[Dataset content Boundary: Start]

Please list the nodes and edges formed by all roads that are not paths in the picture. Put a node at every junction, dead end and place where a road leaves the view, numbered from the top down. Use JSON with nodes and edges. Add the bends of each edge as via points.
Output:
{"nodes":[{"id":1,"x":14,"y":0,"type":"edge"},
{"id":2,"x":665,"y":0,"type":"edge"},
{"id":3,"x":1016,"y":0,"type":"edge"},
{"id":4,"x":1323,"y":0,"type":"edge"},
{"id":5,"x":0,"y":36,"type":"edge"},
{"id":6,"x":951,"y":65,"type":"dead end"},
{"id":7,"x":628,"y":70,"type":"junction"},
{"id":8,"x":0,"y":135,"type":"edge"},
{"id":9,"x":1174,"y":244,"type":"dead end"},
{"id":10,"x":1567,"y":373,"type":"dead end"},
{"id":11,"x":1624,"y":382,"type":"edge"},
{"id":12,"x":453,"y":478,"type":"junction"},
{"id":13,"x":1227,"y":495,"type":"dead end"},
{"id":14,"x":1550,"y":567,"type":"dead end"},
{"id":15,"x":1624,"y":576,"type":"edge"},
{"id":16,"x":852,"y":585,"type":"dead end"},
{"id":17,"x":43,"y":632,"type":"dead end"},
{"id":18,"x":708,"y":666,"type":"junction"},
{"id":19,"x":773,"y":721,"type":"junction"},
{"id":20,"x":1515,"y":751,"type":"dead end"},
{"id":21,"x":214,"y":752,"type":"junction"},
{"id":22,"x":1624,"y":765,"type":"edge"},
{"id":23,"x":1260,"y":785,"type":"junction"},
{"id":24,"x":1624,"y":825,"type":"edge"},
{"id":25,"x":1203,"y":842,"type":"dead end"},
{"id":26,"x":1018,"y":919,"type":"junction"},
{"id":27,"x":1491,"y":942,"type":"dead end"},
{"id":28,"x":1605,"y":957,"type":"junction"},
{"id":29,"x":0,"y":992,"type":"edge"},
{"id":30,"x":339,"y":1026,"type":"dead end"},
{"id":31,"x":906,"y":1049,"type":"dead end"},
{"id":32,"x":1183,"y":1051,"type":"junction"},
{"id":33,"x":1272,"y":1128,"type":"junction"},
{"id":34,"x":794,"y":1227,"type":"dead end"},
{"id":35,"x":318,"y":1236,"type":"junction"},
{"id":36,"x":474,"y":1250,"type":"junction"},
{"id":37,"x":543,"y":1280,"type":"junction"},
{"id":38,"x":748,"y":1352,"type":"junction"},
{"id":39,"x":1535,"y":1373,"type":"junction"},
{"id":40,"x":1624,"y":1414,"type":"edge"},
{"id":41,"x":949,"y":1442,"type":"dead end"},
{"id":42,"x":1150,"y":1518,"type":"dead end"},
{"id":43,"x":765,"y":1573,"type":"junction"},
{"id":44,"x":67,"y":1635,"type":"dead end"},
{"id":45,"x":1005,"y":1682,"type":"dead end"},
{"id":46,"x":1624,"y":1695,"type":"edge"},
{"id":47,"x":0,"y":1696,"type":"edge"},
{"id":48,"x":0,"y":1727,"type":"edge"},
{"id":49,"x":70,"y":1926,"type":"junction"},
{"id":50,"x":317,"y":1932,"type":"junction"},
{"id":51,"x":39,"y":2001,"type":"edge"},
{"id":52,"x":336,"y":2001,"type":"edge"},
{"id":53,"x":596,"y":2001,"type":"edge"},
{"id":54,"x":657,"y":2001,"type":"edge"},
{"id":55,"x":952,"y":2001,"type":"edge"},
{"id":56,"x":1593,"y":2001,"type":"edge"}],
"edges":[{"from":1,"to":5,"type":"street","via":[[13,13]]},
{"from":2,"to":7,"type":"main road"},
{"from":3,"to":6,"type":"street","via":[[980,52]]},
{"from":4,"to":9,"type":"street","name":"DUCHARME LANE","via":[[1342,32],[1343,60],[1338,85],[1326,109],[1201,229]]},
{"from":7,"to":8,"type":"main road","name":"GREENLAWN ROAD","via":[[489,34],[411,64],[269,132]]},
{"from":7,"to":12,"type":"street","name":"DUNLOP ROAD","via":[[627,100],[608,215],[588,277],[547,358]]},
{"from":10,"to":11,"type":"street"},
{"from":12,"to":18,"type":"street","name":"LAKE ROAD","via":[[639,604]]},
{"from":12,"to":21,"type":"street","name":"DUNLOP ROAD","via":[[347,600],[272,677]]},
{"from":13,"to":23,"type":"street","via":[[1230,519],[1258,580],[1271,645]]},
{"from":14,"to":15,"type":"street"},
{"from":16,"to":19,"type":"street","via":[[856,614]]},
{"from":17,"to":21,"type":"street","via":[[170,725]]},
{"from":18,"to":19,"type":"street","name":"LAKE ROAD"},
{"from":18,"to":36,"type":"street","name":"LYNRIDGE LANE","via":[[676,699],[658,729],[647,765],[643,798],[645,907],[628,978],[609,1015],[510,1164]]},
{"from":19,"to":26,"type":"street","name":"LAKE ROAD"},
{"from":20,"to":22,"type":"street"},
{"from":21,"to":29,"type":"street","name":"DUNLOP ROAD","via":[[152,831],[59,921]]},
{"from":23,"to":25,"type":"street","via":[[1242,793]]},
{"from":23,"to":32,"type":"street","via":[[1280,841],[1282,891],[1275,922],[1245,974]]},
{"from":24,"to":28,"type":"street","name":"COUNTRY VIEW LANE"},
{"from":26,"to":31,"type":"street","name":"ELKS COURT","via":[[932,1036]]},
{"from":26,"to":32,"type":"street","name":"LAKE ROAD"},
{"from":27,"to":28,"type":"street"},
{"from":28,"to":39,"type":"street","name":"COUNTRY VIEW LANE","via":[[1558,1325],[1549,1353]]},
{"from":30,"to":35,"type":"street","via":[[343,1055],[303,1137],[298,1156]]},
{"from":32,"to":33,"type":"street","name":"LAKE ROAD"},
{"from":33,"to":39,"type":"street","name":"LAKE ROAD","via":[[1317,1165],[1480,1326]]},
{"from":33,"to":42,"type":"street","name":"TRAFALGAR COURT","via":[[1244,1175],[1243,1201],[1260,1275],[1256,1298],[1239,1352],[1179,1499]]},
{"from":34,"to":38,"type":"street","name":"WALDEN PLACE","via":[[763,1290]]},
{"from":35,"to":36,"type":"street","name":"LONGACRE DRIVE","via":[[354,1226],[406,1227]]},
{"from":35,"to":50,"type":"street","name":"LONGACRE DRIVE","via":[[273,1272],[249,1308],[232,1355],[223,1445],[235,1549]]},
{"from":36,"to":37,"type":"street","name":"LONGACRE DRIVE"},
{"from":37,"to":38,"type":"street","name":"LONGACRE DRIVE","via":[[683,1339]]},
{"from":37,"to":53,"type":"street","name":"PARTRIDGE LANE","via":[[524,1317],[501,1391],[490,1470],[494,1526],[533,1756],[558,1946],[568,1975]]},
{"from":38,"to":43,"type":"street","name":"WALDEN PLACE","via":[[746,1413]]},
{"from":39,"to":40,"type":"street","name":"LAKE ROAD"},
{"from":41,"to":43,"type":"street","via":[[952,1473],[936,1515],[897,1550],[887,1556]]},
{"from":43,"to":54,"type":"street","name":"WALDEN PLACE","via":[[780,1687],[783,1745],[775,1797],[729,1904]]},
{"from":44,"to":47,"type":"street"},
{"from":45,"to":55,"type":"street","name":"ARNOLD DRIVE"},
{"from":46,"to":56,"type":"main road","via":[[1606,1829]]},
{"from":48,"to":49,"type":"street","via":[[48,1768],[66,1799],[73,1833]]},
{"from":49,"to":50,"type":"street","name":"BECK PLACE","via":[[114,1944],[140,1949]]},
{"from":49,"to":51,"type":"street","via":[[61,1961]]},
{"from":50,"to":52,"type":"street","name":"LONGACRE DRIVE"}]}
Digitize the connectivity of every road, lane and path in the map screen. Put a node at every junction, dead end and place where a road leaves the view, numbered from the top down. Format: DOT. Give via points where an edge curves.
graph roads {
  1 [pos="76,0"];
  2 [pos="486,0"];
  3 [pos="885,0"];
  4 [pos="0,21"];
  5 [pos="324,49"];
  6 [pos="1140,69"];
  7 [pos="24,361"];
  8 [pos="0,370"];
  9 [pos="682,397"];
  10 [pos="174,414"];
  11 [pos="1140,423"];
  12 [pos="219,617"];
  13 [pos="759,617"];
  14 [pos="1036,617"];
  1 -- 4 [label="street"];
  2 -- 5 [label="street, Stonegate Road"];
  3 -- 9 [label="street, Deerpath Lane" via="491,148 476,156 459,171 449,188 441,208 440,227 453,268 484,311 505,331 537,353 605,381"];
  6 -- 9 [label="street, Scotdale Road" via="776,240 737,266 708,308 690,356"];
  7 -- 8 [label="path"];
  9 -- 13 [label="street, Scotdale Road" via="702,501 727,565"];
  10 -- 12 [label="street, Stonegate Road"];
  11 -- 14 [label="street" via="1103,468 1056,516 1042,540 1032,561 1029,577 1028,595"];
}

[Dataset content Boundary: End]

Description of the task: Only the lines from the one holding "Digitize the connectivity" through the end of the records should appear in the answer, each repeated exactly.

Expected answer:
Digitize the connectivity of every road, lane and path in the map screen. Put a node at every junction, dead end and place where a road leaves the view, numbered from the top down. Format: DOT. Give via points where an edge curves.
graph roads {
  1 [pos="76,0"];
  2 [pos="486,0"];
  3 [pos="885,0"];
  4 [pos="0,21"];
  5 [pos="324,49"];
  6 [pos="1140,69"];
  7 [pos="24,361"];
  8 [pos="0,370"];
  9 [pos="682,397"];
  10 [pos="174,414"];
  11 [pos="1140,423"];
  12 [pos="219,617"];
  13 [pos="759,617"];
  14 [pos="1036,617"];
  1 -- 4 [label="street"];
  2 -- 5 [label="street, Stonegate Road"];
  3 -- 9 [label="street, Deerpath Lane" via="491,148 476,156 459,171 449,188 441,208 440,227 453,268 484,311 505,331 537,353 605,381"];
  6 -- 9 [label="street, Scotdale Road" via="776,240 737,266 708,308 690,356"];
  7 -- 8 [label="path"];
  9 -- 13 [label="street, Scotdale Road" via="702,501 727,565"];
  10 -- 12 [label="street, Stonegate Road"];
  11 -- 14 [label="street" via="1103,468 1056,516 1042,540 1032,561 1029,577 1028,595"];
}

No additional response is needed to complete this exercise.